We could go on with evidence of progress over the last 50 years, 500 years or 2000 years. Why do we often sound so pessimistic, why the yearning for a nostalgic America where Ozzie and Harriet and Walt Disney made you feel so happy, so safe? What is the big attraction for a world that actually never truly existed?

There are number of reasons why many of us may hold onto the belief the world is falling apart. First, the old adage—“If it doesn’t bleed, it doesn’t lead”—is how the news seems to pitch the news. If there is a plane crash somewhere off the Malaysian coast, then that is in the news and now a lot of people fear flying on Delta from New York to Chicago. Second, images that are violent are much more memorable. We recall violence, mayhem and disaster because they are dramatic. It’s hard to get those images out of our minds. Ask yourself how long you will recall an image of a Hostas Plant? Five minutes? Third, we are primed to think of the world as chaotic, dangerous and filled with imminent doom. That is the narrative of the news. It makes no difference if you are Left, Right or Middle in your politics. It is often dramatic news, melodramatic images, and repeated exposure to “All the Bad News All the Time”. The talking heads on TV have been arguing since Cable News grabbed the headlines. They make their money out of making things dramatic and conflicted. No one is going to get a Pulitzer for describing how people got to work safely, their families went to college, and they paid their bills on time.
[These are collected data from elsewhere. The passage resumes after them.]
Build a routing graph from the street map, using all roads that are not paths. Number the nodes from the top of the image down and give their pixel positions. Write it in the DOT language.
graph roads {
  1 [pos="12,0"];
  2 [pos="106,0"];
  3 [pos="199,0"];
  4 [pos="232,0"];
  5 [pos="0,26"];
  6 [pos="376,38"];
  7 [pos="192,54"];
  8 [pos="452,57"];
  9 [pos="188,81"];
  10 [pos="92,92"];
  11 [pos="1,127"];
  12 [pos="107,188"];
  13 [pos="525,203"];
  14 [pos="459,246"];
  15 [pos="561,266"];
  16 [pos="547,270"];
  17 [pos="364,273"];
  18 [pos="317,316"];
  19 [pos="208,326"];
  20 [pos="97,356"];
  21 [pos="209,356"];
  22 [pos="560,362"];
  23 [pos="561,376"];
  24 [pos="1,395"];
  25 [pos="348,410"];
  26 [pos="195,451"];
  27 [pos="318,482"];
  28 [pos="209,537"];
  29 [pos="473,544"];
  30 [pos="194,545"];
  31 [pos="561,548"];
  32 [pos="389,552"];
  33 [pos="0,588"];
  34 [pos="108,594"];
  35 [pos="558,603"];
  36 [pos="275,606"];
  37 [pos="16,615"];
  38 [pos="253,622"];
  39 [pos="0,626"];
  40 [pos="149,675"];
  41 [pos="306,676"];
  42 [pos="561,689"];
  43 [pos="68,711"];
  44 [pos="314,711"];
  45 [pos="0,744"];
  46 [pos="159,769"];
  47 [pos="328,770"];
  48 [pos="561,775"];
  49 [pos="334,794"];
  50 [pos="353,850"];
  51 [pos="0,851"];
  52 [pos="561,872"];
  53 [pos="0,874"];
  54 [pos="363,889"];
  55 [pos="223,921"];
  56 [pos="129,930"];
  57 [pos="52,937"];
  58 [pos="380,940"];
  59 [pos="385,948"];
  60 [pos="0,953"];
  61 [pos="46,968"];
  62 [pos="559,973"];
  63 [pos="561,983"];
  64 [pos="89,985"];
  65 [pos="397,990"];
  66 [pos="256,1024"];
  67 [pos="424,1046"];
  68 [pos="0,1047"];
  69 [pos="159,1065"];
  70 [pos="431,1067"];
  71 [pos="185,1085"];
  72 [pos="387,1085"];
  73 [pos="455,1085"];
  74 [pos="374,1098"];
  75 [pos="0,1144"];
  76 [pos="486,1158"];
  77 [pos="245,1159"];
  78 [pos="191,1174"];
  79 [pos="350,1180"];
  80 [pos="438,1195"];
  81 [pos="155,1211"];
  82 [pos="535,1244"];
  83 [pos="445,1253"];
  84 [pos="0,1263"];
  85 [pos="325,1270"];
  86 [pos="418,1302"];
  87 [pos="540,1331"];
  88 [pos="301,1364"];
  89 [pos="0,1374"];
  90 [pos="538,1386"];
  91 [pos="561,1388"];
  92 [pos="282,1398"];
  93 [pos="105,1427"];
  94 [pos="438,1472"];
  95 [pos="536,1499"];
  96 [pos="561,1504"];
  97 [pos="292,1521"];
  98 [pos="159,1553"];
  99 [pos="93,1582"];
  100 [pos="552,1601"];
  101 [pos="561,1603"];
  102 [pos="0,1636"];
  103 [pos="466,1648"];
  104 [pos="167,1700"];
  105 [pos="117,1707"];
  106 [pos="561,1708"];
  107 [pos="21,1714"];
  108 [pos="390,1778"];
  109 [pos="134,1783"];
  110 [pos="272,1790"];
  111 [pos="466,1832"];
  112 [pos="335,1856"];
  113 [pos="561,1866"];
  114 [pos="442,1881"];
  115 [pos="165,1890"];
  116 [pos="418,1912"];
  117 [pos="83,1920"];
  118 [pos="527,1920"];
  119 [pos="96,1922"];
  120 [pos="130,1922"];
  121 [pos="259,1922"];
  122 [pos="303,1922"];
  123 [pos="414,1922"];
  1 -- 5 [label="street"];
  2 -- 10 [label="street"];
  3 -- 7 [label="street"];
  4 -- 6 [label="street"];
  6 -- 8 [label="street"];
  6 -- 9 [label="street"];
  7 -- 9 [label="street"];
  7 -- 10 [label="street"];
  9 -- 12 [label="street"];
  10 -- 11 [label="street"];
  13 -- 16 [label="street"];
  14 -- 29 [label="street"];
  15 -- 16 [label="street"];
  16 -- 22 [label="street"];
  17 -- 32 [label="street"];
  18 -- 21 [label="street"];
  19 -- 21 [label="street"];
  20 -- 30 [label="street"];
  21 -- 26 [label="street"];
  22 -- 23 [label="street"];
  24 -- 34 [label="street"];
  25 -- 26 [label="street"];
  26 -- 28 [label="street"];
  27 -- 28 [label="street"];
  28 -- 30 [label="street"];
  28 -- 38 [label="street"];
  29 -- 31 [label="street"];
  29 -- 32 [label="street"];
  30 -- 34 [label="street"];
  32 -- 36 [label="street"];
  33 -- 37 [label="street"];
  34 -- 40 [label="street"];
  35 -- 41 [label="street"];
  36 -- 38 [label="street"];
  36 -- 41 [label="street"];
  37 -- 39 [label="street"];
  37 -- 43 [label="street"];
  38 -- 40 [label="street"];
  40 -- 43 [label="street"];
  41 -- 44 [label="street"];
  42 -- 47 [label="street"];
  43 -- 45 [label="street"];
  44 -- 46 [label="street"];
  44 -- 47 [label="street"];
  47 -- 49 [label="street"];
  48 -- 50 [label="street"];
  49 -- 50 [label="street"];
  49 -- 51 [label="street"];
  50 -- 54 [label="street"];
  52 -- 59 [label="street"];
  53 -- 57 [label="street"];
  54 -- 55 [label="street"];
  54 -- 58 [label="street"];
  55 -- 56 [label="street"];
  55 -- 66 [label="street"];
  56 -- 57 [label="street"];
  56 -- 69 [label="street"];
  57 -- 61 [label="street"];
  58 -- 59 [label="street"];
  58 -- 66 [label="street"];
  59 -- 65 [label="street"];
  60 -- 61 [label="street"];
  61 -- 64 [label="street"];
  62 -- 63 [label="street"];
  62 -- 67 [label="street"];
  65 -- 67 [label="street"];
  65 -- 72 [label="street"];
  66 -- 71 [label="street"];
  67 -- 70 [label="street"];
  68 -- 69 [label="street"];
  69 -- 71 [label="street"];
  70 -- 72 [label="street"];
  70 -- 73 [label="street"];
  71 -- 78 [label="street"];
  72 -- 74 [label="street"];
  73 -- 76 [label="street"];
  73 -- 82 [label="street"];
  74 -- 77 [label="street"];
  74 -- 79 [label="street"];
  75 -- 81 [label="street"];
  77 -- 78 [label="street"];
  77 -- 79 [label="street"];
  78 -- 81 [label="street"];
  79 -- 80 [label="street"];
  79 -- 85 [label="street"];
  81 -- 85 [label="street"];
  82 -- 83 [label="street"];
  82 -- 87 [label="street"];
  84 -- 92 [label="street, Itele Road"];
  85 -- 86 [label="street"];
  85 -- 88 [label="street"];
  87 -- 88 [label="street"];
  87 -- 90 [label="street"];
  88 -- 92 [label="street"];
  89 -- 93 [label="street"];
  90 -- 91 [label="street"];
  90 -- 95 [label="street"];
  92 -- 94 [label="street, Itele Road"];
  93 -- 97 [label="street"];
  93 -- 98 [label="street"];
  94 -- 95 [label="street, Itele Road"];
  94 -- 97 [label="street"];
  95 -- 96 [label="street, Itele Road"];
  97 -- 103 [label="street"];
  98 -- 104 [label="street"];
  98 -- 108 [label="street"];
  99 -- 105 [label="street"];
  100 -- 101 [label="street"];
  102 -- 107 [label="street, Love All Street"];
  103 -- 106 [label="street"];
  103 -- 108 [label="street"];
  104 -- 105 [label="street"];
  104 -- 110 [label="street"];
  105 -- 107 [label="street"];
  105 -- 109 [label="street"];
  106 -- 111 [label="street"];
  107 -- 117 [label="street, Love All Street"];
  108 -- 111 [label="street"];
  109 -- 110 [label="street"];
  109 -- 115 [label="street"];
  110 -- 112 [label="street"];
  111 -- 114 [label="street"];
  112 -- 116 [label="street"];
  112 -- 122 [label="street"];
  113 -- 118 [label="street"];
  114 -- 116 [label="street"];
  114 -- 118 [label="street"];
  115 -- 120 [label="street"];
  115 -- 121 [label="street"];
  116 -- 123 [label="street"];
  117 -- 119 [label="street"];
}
Photo by Ben White on Unsplash
Source: Photo by Ben White on Unsplash

This is not to say that we shouldn’t be doing more to feed, protect, and educate people everywhere. There are still gross inequalities, still awful things happening. Every life counts, every injustice is ours to address. Just because things have gotten better doesn’t mean they can’t even better. That is what has driven progress for the past 500 years. But nostalgia and catastrophizing the world isn’t going to make things better. It will only make us more anxious.

Nostalgia is an escape from something that has become better, safer, and more controllable.

But we don’t see it.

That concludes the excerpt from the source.